## WORK TO COMPLETE:
Repeat the data exactly, leaving out any image.

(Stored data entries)
┄┄┄┄┄┄┄┄┄┄┄┄┄┄┄┄┄┄┄┄

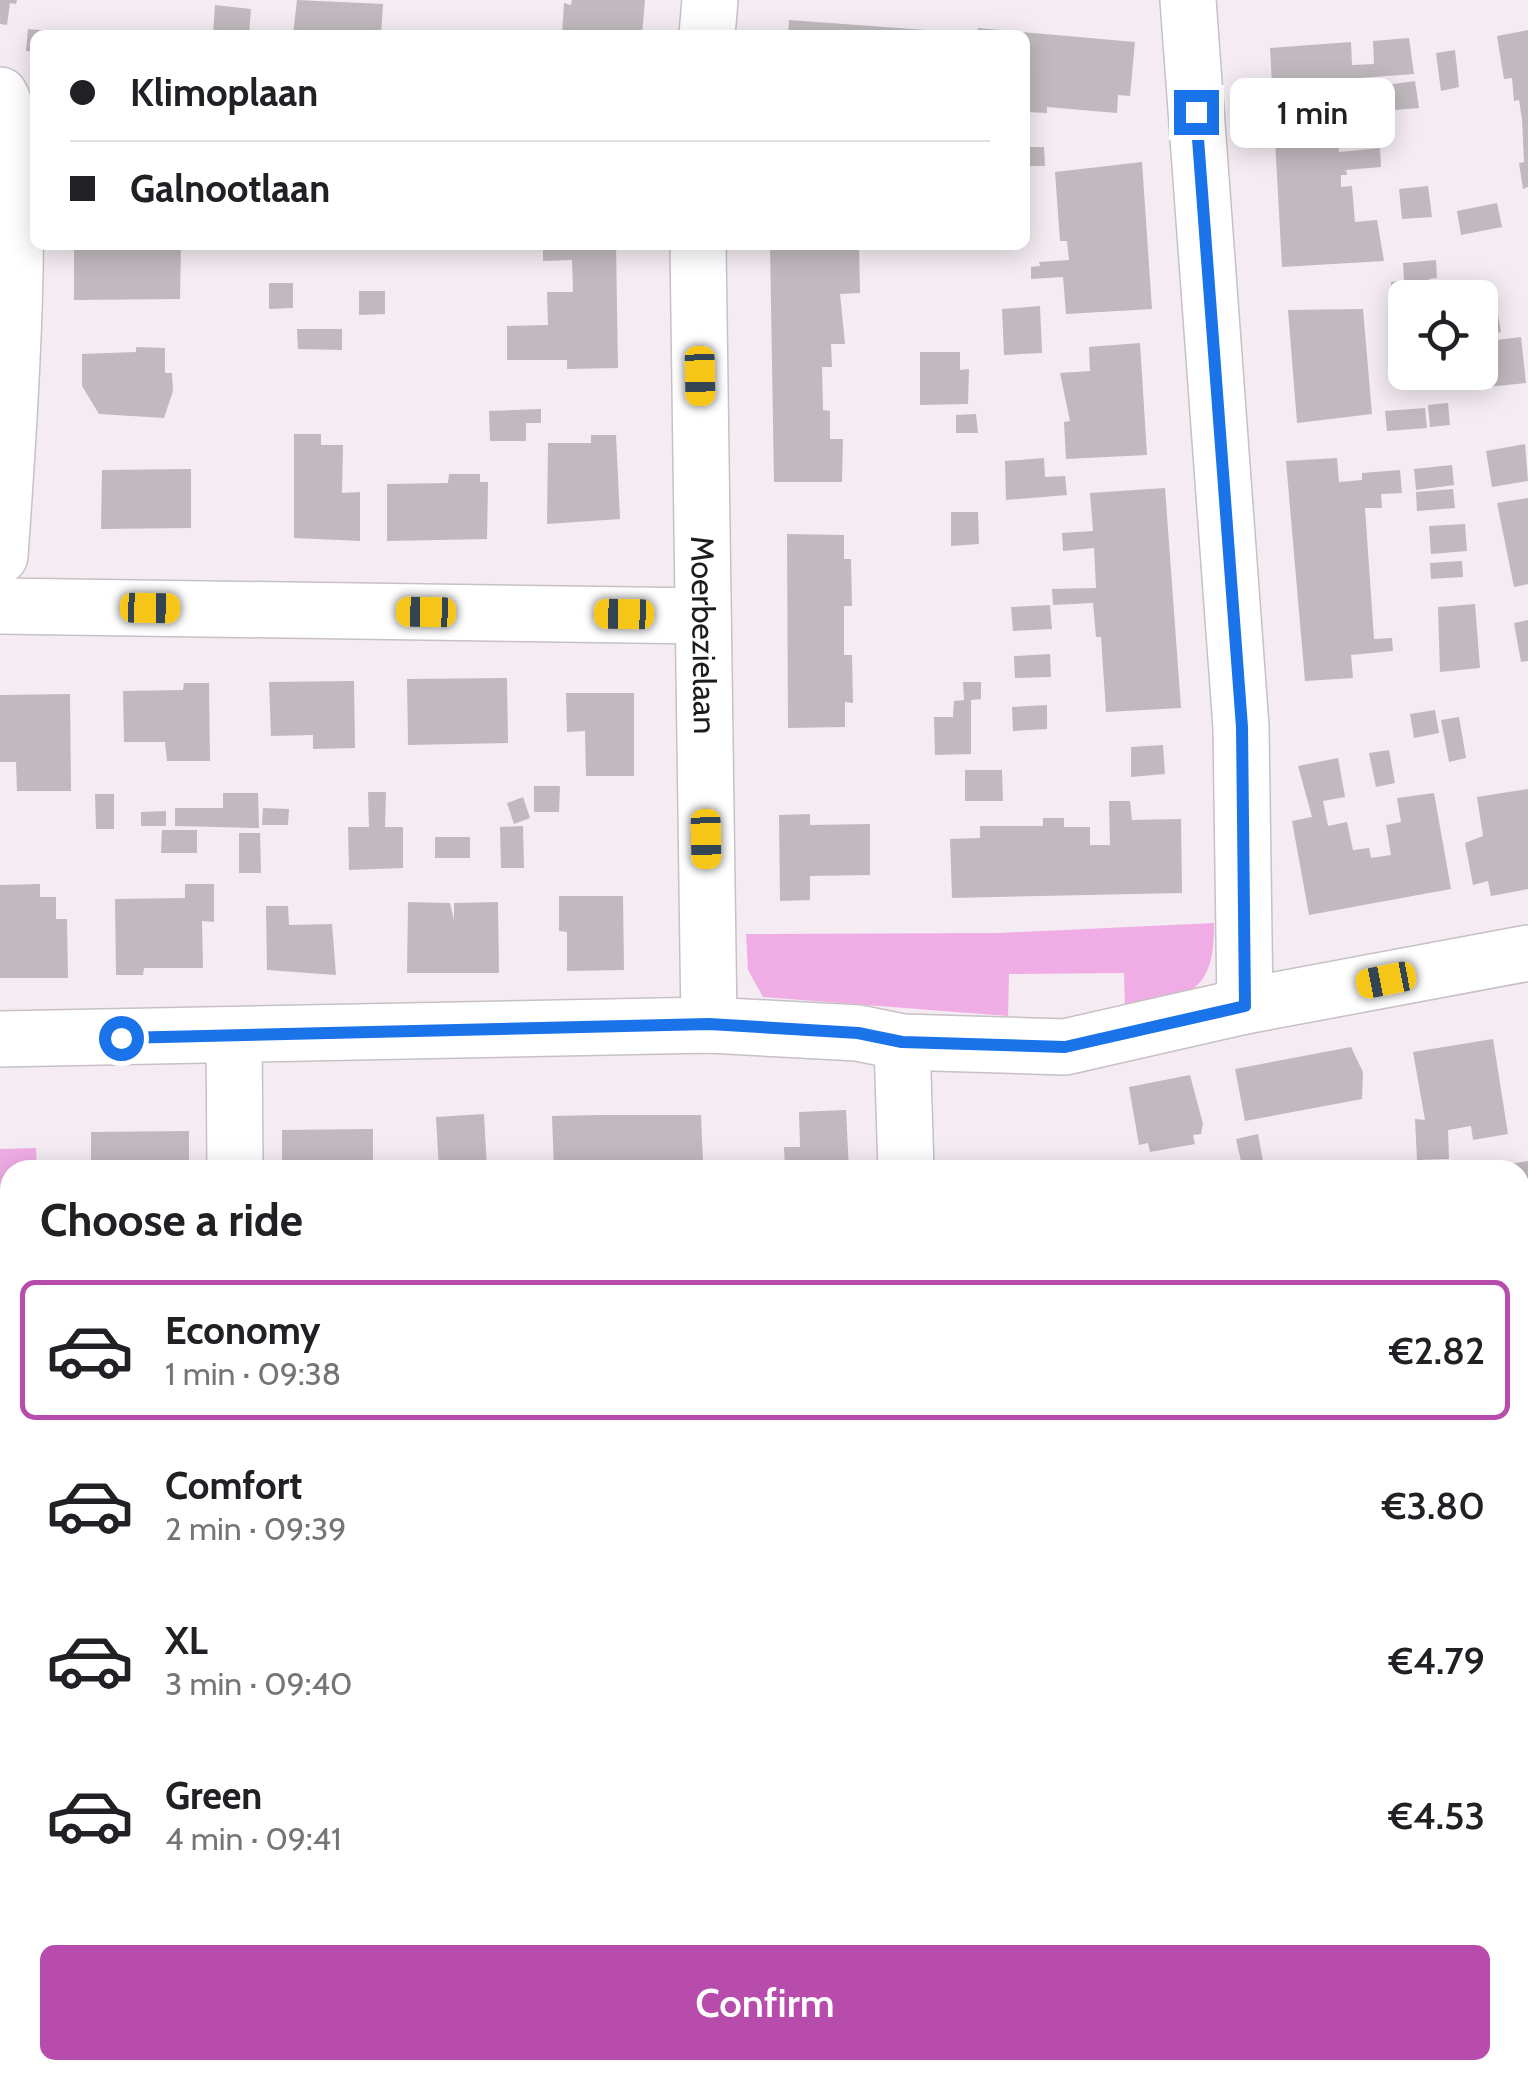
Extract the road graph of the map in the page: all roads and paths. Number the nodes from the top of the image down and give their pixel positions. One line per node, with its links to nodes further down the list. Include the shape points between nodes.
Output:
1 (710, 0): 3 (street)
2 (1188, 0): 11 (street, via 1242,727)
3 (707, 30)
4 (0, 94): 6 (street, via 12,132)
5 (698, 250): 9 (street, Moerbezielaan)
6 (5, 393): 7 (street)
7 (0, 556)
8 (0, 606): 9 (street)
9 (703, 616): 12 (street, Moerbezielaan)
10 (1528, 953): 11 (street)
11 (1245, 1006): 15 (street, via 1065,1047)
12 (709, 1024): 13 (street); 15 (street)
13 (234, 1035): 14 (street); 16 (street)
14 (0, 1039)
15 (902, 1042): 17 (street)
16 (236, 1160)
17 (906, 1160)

┄┄┄┄┄┄┄┄┄┄┄┄┄┄┄┄┄┄┄┄

## ANSWER SPACE:
Extract the road graph of the map in the page: all roads and paths. Number the nodes from the top of the image down and give their pixel positions. One line per node, with its links to nodes further down the list. Include the shape points between nodes.
Output:
1 (710, 0): 3 (street)
2 (1188, 0): 11 (street, via 1242,727)
3 (707, 30)
4 (0, 94): 6 (street, via 12,132)
5 (698, 250): 9 (street, Moerbezielaan)
6 (5, 393): 7 (street)
7 (0, 556)
8 (0, 606): 9 (street)
9 (703, 616): 12 (street, Moerbezielaan)
10 (1528, 953): 11 (street)
11 (1245, 1006): 15 (street, via 1065,1047)
12 (709, 1024): 13 (street); 15 (street)
13 (234, 1035): 14 (street); 16 (street)
14 (0, 1039)
15 (902, 1042): 17 (street)
16 (236, 1160)
17 (906, 1160)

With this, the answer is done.